**Exercise requirements**
Which lines run from the line with "index pip: (838, 209)" through the line with "pinky pip: (841, 293)" in the entries below? Print them exactly, both ends included, and nothing more.

**Input material**
┄┄┄┄┄┄

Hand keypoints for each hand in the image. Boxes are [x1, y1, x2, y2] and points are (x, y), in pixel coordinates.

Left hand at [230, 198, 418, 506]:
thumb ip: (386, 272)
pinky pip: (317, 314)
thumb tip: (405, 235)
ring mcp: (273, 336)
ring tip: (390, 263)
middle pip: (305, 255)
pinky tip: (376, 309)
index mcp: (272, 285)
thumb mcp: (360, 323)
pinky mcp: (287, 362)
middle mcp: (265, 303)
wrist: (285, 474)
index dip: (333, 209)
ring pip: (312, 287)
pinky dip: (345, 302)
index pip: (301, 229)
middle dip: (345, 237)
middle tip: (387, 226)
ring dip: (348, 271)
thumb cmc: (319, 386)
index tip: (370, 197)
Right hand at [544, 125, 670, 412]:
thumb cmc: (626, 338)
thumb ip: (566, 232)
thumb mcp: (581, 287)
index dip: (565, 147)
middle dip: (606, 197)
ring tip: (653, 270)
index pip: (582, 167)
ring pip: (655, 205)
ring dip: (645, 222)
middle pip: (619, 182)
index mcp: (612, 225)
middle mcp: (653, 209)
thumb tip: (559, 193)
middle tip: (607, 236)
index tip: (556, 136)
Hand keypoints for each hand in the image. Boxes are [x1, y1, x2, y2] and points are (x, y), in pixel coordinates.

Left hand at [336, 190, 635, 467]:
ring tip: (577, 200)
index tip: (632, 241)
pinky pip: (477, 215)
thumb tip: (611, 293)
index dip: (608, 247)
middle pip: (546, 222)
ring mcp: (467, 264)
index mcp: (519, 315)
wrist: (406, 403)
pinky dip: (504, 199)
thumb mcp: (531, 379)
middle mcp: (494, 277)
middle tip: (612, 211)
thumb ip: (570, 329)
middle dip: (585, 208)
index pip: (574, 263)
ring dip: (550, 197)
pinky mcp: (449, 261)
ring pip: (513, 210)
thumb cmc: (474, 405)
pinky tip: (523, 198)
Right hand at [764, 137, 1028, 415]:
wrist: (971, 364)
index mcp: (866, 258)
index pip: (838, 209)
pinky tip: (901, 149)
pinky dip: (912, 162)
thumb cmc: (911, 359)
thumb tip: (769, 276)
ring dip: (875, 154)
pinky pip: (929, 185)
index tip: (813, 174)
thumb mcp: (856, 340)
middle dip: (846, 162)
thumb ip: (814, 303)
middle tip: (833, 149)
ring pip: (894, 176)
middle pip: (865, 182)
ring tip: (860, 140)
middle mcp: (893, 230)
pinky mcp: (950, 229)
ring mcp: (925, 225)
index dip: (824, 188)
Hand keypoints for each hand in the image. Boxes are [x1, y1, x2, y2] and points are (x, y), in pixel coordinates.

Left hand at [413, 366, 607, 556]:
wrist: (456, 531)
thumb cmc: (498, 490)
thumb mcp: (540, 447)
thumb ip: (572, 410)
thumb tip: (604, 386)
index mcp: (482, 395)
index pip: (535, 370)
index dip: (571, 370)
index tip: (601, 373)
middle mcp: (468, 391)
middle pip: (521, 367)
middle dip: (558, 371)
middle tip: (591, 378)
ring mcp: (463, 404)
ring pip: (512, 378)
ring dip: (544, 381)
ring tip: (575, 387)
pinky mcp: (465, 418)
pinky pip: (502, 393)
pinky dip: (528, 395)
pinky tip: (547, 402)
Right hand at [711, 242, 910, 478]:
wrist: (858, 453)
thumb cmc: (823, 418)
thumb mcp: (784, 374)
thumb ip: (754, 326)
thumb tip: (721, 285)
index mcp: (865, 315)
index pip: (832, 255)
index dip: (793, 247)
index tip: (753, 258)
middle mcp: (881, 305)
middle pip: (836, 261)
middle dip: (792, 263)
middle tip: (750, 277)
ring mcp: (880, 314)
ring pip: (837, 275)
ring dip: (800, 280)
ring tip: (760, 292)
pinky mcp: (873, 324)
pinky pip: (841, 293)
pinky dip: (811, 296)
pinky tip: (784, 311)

┄┄┄┄┄┄

**Task response**
index pip: (838, 209)
pinky tip: (901, 149)
pinky dip: (912, 162)
thumb cmc: (911, 359)
thumb tip: (769, 276)
ring dip: (875, 154)
pinky pip: (929, 185)
index tip: (813, 174)
thumb mcp: (856, 340)
middle dip: (846, 162)
thumb ip: (814, 303)
middle tip: (833, 149)
ring pip: (894, 176)
middle pip: (865, 182)
ring tip: (860, 140)
middle mcp: (893, 230)
pinky mcp: (950, 229)
ring mcp: (925, 225)
index dip: (824, 188)
Hand keypoints for each hand in the image. Boxes are [x1, y1, x2, y2] and points are (x, y), in pixel coordinates.

Left hand at [413, 366, 607, 556]:
wrist: (456, 531)
thumb cmc: (498, 490)
thumb mcp: (540, 447)
thumb ip: (572, 410)
thumb tip: (604, 386)
index mcp: (482, 395)
index pip: (535, 370)
index dip: (571, 370)
index tip: (601, 373)
middle mcp: (468, 391)
middle pip: (521, 367)
middle dip: (558, 371)
middle tip: (591, 378)
ring mcp: (463, 404)
ring pip: (512, 378)
ring dip: (544, 381)
ring tip: (575, 387)
pinky mcp: (465, 418)
pinky pip: (502, 393)
pinky dip: (528, 395)
pinky tip: (547, 402)
Right hand at [711, 242, 910, 478]:
wrist: (858, 453)
thumb cmc: (823, 418)
thumb mcp: (784, 374)
thumb ip: (754, 326)
thumb tip: (721, 285)
index mcp: (865, 315)
index pip: (832, 255)
index dip: (793, 247)
index tip: (753, 258)
middle mcp: (881, 305)
middle pip: (836, 261)
middle dip: (792, 263)
middle tip: (750, 277)
ring mcp: (880, 314)
ring pip: (837, 275)
ring dip: (800, 280)
ring tip: (760, 292)
pinky mcp: (873, 324)
pinky pip: (841, 293)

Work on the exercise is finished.